Her lawyers argued in court documents that she should be acquitted of the murder because she believed she was in her apartment at the time of the fatal shooting and acted in self-defense.
They requested a lesser charge of negligent homicide and a new hearing for her punishment.
Guyger, a White off-duty officer still in uniform at the time, fatally shot the unarmed 26-year-old Black accountant, who had been watching TV and eating ice cream at his apartment on Sept. 6, 2018. She said she thought she was entering her own apartment one floor below and mistook Jean for a burglar.
Her mistaken belief “negated culpability of murder because although she intentionally and knowingly caused Jean’s death, she had the right to act in deadly force of self-defense,” court documents said.
Guyger was convicted of murder in October and sentenced to 10 years in prison.
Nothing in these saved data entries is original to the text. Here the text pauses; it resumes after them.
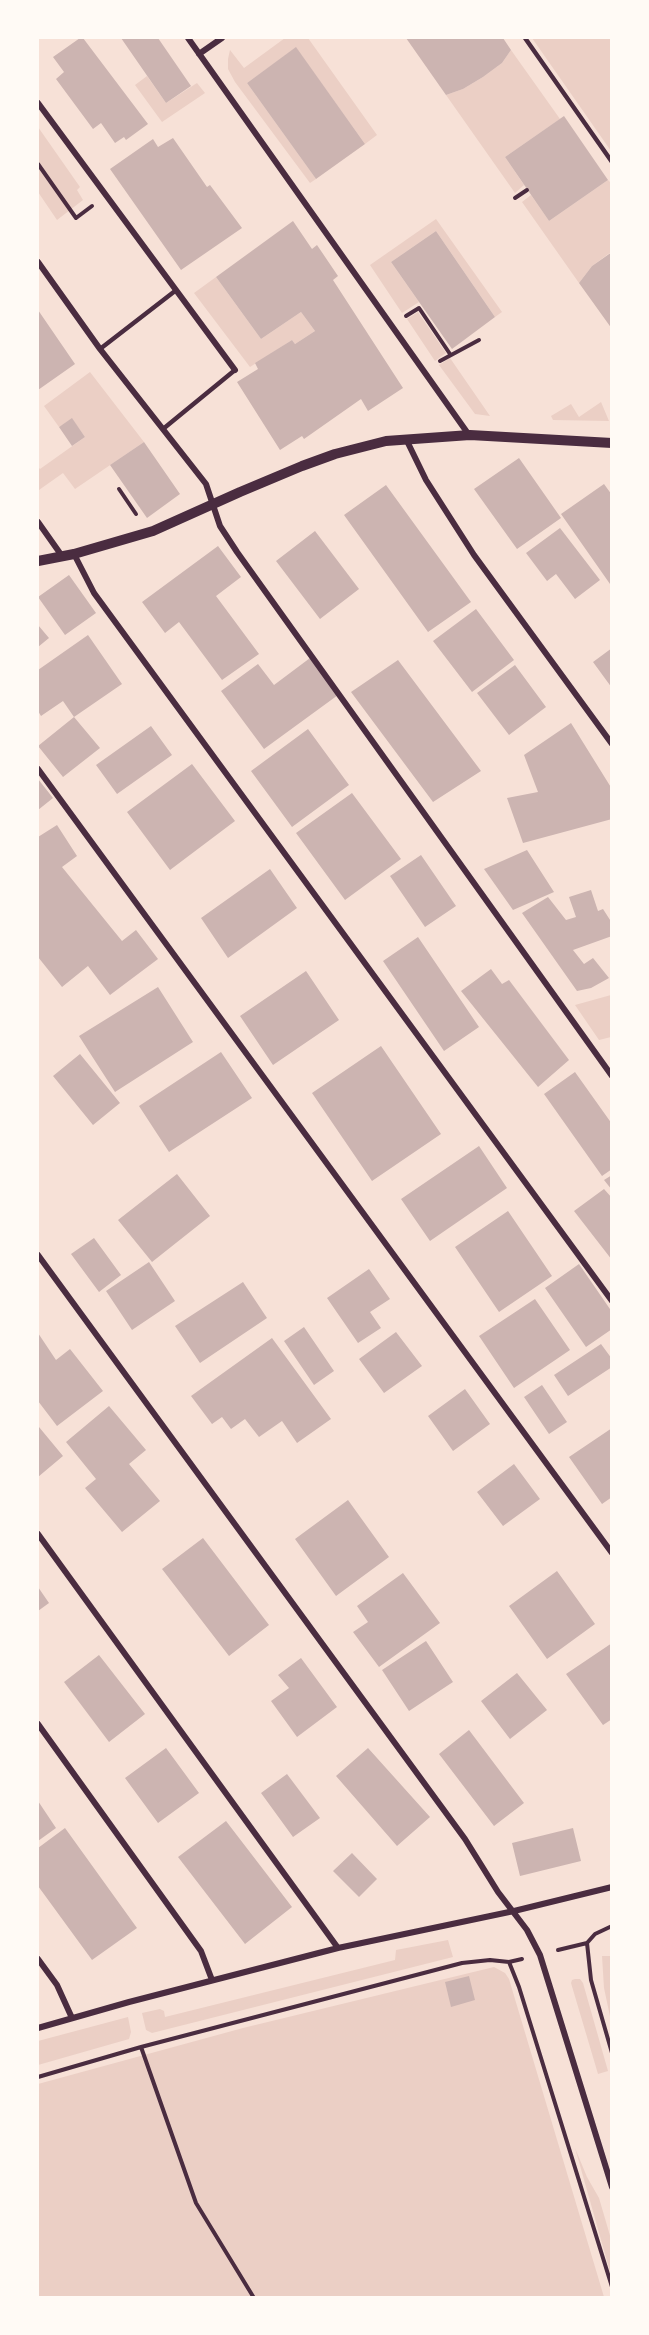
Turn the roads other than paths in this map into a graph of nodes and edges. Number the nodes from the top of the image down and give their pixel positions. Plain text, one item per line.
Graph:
1 (188, 38) edge
2 (222, 38) edge
3 (525, 38) edge
4 (199, 54) junction
5 (38, 103) edge
6 (612, 162) edge
7 (38, 262) edge
8 (175, 291) junction
9 (100, 348) junction
10 (235, 370) joint
11 (163, 429) junction
12 (470, 435) junction
13 (405, 439) junction
14 (612, 443) edge
15 (213, 504) junction
16 (38, 522) edge
17 (74, 554) junction
18 (62, 556) junction
19 (38, 561) edge
20 (612, 744) edge
21 (38, 769) edge
22 (612, 1076) edge
23 (38, 1255) edge
24 (612, 1301) edge
25 (38, 1534) edge
26 (612, 1553) edge
27 (38, 1724) edge
28 (612, 1887) edge
29 (514, 1911) junction
30 (338, 1948) junction
31 (38, 1959) edge
32 (212, 1980) junction
33 (72, 2018) junction
34 (38, 2028) edge
35 (612, 2187) edge

1 - 4 street
2 - 4 street
3 - 6 lane
4 - 12 street
5 - 8 street
7 - 9 street
8 - 9 lane
8 - 10 street
9 - 11 street
10 - 11 lane
11 - 15 street
12 - 13 street
12 - 14 street
13 - 15 street
13 - 20 street
15 - 17 street
15 - 22 street
16 - 18 street
17 - 18 street
17 - 24 street
18 - 19 street
21 - 26 street
23 - 29 street
25 - 30 street
27 - 32 street
28 - 29 street
29 - 30 street
29 - 35 street
30 - 32 street
31 - 33 street
32 - 33 street
33 - 34 street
Prosecutors said at the trial that Guyger should have done more to help Jean after shooting him, but she was more concerned about losing her job.
The case was one of several cases over the past decade of police use of force against unarmed Black men and women that garnered attention by activists speaking out against racial bias in law enforcement.
The police killing of George Floyd in Minneapolis on May 25 ignited a global outcry and ongoing Black Lives Matter protests.